Search code examples
pythonscikit-learntext-classificationrocmulticlass-classification

Can I plot ROC curve for multiclass text classification problem, without using OneVsRestClassifier?


I have a pickle file that when loaded returns a trained RandomForest classifier. I want to plot the ROC curve for the classes, but from what I read online, the classifier must be wrapped in scikit learn's OneVsRestClassifier. The problem is that since I already have the trained model I cannot wrap it in it to fit the model again.

So I would like to know if there is some workaround to plot the ROC curve.
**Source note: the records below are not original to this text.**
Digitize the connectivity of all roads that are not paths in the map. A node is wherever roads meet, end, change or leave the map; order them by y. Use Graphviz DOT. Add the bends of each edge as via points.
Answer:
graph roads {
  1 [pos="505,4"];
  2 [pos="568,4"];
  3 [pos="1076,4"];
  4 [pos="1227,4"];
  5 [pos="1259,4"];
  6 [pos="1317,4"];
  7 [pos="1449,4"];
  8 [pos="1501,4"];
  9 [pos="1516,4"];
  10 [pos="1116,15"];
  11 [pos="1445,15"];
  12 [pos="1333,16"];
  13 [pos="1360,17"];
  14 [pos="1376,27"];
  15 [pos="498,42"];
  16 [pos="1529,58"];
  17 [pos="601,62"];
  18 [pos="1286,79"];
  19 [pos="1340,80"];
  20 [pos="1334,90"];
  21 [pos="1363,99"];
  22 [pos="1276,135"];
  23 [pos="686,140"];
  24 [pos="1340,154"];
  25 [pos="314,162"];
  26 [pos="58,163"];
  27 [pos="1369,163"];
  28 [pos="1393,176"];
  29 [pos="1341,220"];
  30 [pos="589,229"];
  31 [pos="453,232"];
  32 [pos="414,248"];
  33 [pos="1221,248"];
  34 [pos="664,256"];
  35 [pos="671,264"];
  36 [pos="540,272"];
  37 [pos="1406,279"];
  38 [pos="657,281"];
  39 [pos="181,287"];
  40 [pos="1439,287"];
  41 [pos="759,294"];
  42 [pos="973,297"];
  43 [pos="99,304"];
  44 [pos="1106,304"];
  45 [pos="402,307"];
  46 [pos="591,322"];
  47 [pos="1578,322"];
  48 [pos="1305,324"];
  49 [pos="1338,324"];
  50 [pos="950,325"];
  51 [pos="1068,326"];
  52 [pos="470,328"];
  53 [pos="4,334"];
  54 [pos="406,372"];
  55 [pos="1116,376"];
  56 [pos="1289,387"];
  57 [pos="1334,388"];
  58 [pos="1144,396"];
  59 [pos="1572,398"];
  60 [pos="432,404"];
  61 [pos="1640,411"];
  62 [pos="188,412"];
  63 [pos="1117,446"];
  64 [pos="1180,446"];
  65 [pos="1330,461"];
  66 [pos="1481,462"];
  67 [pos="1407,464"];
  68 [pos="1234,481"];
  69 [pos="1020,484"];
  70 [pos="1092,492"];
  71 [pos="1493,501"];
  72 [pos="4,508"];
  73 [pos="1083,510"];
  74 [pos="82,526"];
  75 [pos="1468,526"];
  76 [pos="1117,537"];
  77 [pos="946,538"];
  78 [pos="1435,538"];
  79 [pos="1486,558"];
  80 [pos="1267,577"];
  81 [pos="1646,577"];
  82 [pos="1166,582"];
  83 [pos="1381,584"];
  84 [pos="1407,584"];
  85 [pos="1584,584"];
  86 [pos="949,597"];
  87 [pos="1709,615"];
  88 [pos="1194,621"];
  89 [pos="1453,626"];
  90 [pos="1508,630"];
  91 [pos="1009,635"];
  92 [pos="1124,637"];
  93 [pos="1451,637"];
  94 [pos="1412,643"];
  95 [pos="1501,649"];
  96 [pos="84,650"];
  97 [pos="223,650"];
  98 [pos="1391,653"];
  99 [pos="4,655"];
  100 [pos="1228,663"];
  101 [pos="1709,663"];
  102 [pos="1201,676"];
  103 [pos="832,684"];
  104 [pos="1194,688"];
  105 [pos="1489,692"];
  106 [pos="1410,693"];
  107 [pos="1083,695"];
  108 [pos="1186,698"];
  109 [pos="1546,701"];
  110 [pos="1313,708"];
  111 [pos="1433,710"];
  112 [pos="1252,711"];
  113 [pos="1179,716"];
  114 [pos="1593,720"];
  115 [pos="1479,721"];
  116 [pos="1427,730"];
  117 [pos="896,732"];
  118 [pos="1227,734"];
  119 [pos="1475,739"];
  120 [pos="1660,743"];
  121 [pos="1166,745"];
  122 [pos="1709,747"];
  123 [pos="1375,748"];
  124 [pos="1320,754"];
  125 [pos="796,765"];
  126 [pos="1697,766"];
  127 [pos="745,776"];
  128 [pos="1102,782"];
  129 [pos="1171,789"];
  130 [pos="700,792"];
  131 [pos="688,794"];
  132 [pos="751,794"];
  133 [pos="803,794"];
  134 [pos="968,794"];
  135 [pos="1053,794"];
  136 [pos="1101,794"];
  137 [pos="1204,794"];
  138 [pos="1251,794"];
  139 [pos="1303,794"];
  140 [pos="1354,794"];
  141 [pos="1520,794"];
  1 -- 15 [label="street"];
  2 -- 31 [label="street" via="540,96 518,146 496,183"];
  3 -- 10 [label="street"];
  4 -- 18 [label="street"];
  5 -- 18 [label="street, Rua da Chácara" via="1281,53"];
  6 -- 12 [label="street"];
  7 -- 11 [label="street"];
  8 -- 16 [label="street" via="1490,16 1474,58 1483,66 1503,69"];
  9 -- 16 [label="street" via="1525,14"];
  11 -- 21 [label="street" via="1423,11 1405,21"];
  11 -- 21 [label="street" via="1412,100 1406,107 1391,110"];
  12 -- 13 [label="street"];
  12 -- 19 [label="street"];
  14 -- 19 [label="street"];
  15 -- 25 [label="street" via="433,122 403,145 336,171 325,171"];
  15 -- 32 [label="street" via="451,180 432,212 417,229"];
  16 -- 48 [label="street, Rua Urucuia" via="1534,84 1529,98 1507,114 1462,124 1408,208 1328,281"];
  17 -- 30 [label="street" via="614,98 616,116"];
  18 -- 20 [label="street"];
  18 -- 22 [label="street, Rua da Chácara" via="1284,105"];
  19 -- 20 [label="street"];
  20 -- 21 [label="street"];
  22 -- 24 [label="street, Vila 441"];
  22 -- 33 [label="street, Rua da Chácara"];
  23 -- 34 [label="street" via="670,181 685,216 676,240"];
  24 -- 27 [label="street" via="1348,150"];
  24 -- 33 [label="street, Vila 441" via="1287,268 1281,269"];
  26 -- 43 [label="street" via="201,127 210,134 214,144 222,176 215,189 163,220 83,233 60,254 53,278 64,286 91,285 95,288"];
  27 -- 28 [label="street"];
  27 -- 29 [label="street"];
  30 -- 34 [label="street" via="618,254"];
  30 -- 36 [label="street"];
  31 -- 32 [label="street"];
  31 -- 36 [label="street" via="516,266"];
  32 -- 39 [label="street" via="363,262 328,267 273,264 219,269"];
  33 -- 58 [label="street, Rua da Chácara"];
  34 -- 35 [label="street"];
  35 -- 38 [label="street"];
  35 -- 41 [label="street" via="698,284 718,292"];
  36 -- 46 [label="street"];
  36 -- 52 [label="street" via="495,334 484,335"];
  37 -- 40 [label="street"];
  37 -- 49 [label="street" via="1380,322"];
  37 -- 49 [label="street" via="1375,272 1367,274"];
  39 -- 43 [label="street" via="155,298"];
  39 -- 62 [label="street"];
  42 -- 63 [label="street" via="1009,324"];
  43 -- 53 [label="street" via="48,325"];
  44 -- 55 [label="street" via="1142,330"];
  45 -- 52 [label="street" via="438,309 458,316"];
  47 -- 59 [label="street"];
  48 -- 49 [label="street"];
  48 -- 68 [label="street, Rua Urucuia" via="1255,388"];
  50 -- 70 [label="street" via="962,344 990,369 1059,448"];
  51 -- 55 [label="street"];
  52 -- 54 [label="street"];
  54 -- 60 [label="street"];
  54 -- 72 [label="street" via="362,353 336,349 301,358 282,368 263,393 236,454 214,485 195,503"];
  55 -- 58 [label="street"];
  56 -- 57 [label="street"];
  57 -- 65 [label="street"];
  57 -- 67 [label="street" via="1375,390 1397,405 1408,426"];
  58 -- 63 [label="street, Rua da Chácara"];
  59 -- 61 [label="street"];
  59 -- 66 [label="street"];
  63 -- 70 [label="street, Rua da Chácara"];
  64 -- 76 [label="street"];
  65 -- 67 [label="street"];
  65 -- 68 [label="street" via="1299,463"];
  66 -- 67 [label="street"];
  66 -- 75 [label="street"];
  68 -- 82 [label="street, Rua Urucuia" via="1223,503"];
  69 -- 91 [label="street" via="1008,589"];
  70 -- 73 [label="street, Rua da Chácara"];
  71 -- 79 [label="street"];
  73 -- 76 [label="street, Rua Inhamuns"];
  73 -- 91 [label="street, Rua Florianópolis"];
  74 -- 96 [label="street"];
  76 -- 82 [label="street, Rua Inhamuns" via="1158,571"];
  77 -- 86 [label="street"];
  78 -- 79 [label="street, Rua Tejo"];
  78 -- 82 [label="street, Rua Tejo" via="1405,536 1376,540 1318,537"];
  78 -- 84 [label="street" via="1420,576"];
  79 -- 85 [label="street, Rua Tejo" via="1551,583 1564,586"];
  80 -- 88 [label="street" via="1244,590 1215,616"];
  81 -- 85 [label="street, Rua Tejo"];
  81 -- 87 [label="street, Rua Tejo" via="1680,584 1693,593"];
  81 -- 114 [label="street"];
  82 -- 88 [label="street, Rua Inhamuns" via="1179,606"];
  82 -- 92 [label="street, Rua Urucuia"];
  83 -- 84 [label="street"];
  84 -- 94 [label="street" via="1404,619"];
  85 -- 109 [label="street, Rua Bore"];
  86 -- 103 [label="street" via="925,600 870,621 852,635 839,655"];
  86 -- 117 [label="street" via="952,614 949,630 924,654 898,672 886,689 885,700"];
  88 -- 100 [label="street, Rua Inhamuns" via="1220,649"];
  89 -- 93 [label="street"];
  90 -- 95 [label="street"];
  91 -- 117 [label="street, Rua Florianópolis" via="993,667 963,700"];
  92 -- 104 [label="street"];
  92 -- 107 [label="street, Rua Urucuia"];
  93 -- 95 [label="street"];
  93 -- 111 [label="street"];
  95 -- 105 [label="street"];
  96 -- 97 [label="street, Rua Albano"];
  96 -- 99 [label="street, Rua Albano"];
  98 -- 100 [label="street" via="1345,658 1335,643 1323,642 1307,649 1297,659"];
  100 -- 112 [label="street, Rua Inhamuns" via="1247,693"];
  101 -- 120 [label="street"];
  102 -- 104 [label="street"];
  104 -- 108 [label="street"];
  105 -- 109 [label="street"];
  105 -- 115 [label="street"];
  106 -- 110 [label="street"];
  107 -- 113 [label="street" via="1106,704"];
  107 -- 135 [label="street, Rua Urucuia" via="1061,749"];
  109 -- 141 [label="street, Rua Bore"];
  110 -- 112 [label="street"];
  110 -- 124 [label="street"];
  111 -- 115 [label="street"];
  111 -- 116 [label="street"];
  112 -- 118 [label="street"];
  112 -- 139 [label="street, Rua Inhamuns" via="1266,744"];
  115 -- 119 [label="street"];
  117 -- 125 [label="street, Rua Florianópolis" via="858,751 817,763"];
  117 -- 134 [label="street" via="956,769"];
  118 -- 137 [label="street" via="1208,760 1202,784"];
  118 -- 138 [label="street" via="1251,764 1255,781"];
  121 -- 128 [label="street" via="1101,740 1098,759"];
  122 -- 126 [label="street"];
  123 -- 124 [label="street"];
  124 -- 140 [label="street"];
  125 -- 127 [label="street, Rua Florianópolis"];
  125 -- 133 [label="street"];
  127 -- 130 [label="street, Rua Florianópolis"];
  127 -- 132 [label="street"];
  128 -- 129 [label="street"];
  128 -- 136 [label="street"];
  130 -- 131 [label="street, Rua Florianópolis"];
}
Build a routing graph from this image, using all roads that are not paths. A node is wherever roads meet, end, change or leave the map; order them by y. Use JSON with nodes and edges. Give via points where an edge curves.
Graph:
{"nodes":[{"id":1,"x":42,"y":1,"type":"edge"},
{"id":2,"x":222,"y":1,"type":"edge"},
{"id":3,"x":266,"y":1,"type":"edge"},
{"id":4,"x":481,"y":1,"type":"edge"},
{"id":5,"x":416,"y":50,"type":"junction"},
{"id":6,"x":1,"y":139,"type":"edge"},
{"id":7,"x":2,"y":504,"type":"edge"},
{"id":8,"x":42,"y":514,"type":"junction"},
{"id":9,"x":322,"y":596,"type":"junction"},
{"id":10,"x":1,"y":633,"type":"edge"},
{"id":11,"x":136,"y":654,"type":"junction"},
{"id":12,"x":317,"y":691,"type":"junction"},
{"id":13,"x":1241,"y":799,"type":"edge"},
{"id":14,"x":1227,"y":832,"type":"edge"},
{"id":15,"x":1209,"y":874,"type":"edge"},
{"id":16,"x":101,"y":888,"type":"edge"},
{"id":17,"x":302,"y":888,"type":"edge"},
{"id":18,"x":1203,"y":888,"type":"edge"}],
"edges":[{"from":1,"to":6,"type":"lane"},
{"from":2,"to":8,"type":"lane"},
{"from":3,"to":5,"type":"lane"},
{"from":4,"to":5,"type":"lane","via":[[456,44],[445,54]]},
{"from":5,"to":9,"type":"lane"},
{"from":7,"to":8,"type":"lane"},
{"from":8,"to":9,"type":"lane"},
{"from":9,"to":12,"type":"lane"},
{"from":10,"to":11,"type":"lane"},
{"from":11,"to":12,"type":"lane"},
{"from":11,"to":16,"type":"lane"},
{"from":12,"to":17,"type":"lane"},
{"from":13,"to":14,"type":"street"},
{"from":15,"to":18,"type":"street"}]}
From my trained model I have y_test, y_proba. I also have x_test values.

  • The shape of my y_proba examples is: (6715, 5)

enter image description here

  • The shape of y_test is (6715, 5)

enter image description here

This is the output of the code @dx2-66 suggested:

enter image description here

enter image description here


Solution

  • I assume your y_test is single column with class id, and your y_proba has as much columns as there are classes (at least that's what you'd usually get from predict_proba().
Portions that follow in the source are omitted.